One song–"Bidi Bidi Bom Bom"–was improvised during a rehearsal starting off as a song with few, if any, lyrics. The band's drummer, Selena's sister Suzette Quintanilla, said "we were goofing off" and insisted that after A.B. began playing a groove on his guitar, Selena started singing, coming up with lyrics "as ideas came to her." It started off with lyrics about a cheerful fish swimming freely in the ocean, which Astudillo likened to a nursery rhyme, organized around a wah-wah guitar riff using a crybaby that was improvised by Pérez. The track, then called "Itty Bitty Bubbles", became an extended jam during the band's concerts to prevent promoters from reducing their pay for playing for a shorter time than promised. Selena performed the song at the La Feria concert in Nuevo Leon in September 1993, a day before the singer and Astudillo began "[putting] the lyrics and melody together". A.B. saw potential in the tune and "nipped and tucked what Selena [had already done]". He joined as co-writer, writing the guitar solos for Pérez, as well as the arrangements for the song.
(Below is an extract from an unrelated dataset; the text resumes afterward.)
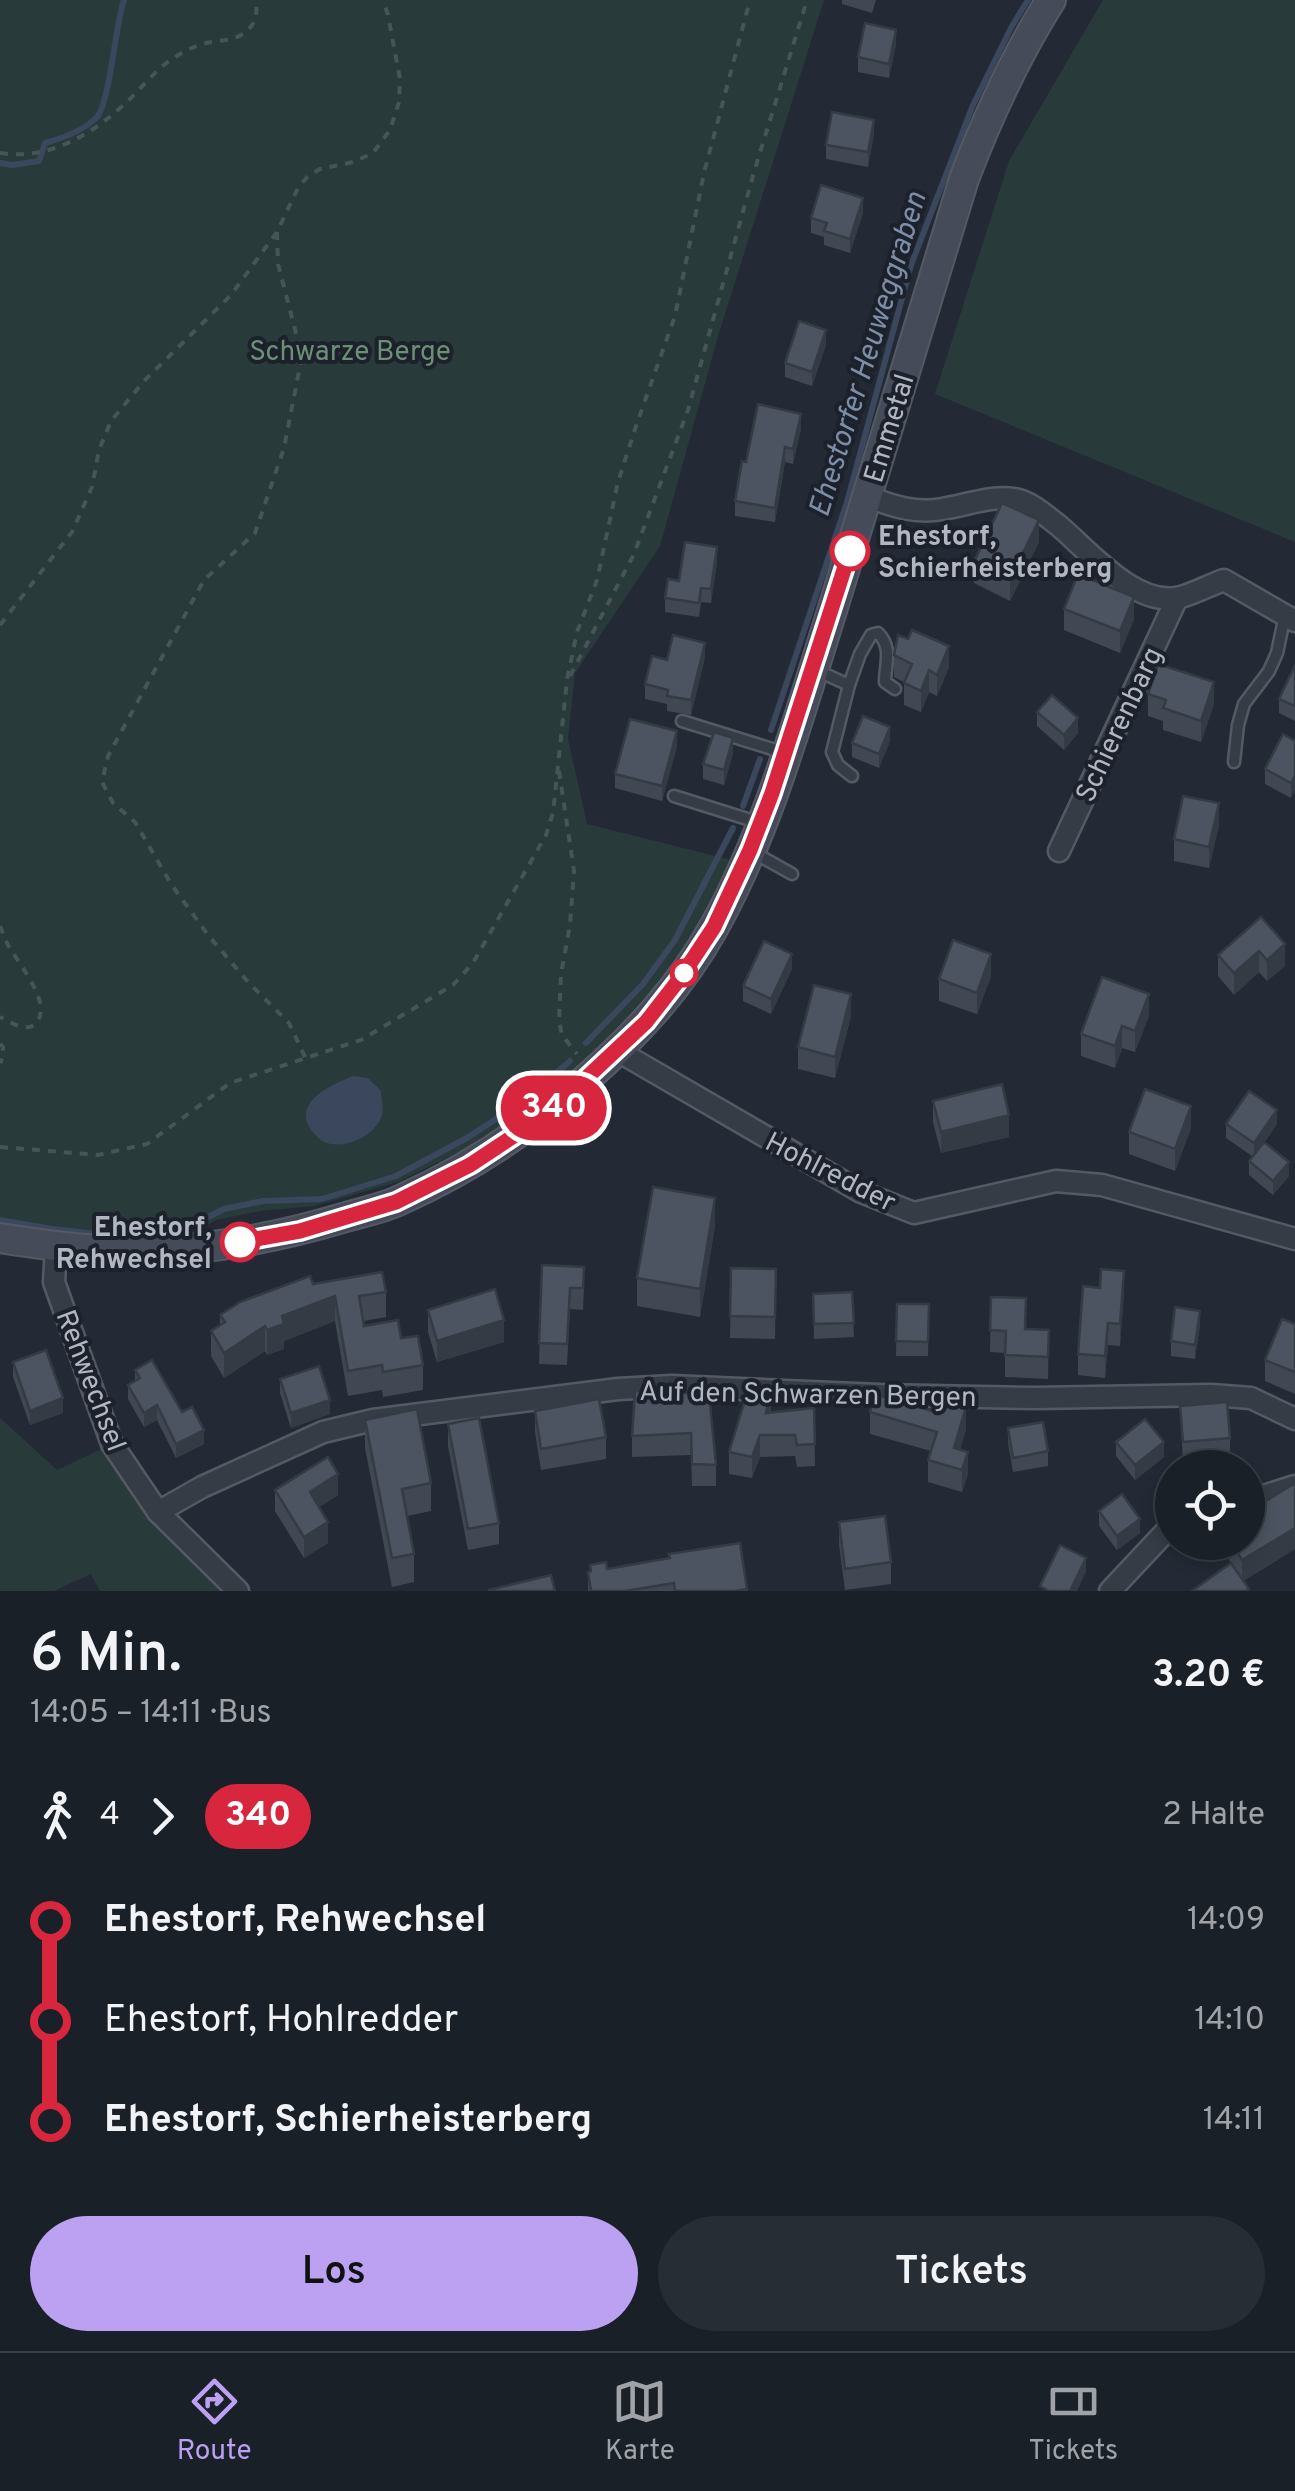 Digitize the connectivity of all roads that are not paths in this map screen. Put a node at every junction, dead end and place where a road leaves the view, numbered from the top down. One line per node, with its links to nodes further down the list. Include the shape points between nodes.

A.B. called it "kinda a little scary" finding the project the first of its kind. The day before the band was scheduled to record the album, A.B. approached Pérez and asked if he would be interested in working with Vela on "Ya No", a song that A.B. had written. Pérez worked with Vela throughout the night improvising the drum sounds and programming the music for it, adding electric guitar riffs, and complementing it with his own musical style. Pérez was dumbfounded that despite A.B.'s assistance he had been given creative control over the track.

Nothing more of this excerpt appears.